IFA Reiterates Call For A Full Ban On Brazilian Meat

IFA President Joe Healy has reiterated his call for a full ban on Brazilian meat imports into the EU, saying the move by the EU Commission to halt only those companies implicated in the investigation is not enough.

 

Joe Healy said it is not credible for the EU’s policy on equivalence of standards if the Commission doesn’t impose a full ban.  “The latest shocking revelations on the failure of the authorities in Brazil to meet EU standards and controls in the meat sector raises very serious concerns around imports. The EU Commission relies on these authorities to ensure EU standards are met.”

 

Joe Healy said the IFA has written to the EU Commissioner for Health and Food Safety Vytenis Andriukaitis demanding a full ban.

 

The IFA President said the EU Commission must withdraw from trade talks with Mercosur while this investigation in Brazil is ongoing. “Standards and controls have to be at the centre of any trade discussions.
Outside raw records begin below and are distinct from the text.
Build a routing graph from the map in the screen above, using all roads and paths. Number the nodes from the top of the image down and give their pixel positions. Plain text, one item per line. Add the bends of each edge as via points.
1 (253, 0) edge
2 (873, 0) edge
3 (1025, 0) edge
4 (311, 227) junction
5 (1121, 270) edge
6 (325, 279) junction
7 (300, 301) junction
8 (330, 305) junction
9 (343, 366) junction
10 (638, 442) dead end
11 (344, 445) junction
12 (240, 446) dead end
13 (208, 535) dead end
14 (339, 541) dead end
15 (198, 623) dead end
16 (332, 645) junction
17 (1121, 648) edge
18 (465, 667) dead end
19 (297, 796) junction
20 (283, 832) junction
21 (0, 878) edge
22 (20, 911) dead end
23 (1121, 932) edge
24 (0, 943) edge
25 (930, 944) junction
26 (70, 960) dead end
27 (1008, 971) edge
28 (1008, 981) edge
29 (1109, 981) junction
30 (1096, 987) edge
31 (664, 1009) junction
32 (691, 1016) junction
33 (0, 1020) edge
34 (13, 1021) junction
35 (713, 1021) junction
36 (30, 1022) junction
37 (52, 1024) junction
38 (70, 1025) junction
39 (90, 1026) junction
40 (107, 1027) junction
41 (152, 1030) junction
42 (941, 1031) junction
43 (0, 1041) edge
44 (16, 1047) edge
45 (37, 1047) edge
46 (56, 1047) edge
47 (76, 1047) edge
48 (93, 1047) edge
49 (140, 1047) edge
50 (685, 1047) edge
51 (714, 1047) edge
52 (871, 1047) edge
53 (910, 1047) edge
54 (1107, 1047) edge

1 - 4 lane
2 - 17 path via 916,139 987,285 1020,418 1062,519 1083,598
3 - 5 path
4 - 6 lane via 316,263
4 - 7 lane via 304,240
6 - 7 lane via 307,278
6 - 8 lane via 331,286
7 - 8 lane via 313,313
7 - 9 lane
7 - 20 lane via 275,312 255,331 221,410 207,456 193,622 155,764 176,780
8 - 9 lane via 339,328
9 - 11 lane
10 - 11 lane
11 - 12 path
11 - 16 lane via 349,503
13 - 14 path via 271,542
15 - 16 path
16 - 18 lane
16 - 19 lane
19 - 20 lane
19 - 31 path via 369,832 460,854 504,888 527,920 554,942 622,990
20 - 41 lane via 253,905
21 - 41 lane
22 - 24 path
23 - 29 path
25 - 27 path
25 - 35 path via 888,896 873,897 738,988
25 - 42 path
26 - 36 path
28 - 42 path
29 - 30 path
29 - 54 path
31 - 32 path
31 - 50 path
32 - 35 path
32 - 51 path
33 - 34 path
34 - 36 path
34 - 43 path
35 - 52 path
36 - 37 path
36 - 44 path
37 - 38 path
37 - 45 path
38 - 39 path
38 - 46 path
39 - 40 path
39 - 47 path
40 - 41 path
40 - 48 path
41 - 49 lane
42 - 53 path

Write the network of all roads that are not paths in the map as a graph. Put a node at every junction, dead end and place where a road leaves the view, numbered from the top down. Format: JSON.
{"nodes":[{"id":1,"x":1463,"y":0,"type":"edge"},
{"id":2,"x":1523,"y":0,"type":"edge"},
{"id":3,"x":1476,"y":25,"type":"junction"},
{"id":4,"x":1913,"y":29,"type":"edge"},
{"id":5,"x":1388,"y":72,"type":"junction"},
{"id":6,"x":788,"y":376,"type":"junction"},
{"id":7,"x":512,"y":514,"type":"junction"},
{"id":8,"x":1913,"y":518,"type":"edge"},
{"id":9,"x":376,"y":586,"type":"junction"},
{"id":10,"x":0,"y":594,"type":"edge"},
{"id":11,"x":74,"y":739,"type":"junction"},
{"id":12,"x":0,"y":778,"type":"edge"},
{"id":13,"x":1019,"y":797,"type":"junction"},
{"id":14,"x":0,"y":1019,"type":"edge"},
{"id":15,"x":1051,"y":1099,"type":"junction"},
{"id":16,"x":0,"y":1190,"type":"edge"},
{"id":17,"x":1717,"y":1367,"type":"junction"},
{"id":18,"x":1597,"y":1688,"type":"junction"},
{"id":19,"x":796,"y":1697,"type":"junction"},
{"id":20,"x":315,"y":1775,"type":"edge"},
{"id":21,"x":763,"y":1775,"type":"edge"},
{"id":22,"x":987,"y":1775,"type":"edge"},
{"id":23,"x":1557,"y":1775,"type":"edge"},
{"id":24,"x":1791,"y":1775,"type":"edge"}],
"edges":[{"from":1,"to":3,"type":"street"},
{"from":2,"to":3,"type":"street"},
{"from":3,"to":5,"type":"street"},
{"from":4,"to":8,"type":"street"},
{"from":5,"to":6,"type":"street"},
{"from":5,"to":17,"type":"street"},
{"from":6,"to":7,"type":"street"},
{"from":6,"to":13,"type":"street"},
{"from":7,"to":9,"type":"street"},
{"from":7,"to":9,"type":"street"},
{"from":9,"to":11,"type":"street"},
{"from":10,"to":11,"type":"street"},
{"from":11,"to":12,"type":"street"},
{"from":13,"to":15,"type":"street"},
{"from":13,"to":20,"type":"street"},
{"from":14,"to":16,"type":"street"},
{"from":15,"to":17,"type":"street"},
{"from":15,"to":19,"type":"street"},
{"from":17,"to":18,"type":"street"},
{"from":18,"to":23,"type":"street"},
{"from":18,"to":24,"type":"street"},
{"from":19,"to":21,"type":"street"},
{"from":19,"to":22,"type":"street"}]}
The EU Commission cannot stand over negotiations with the Mercosur group against the backdrop of the very serious issues raised in Brazil.”

 

Joe Healy said the latest developments also highlight the need for a strong policy on standards in the context of Brexit. He said, “In the IFA policy document on Brexit we have set out very clearly the need for equivalent standards on food safety, animal health, welfare and the environment and the need for the application of the Common External Tariff for imports to both the EU and UK.”

 

The IFA President said the latest reports from Brazil would indicate that basic requirements around traceability and food safety are still not being met in Brazil.  He pointed out that it is nearly ten years since IFA uncovered serious failures in the way the authorities monitor and oversee the implementation of standards in Brazil that are the norm for European farmers and the food industry.

 

Joe Healy said the reality is that Brazil fails to meet EU standards and controls on tagging, traceability, food safety and animal health controls and environmental standards. He said it is not credible for either the EU or the Brazilian authorities to try and claim that meat exported outside of Brazil is up to standard, and domestic meat is not. He said “No credible or proper control system can effectively operate in the absence of traceability, tagging, registration and national data base.”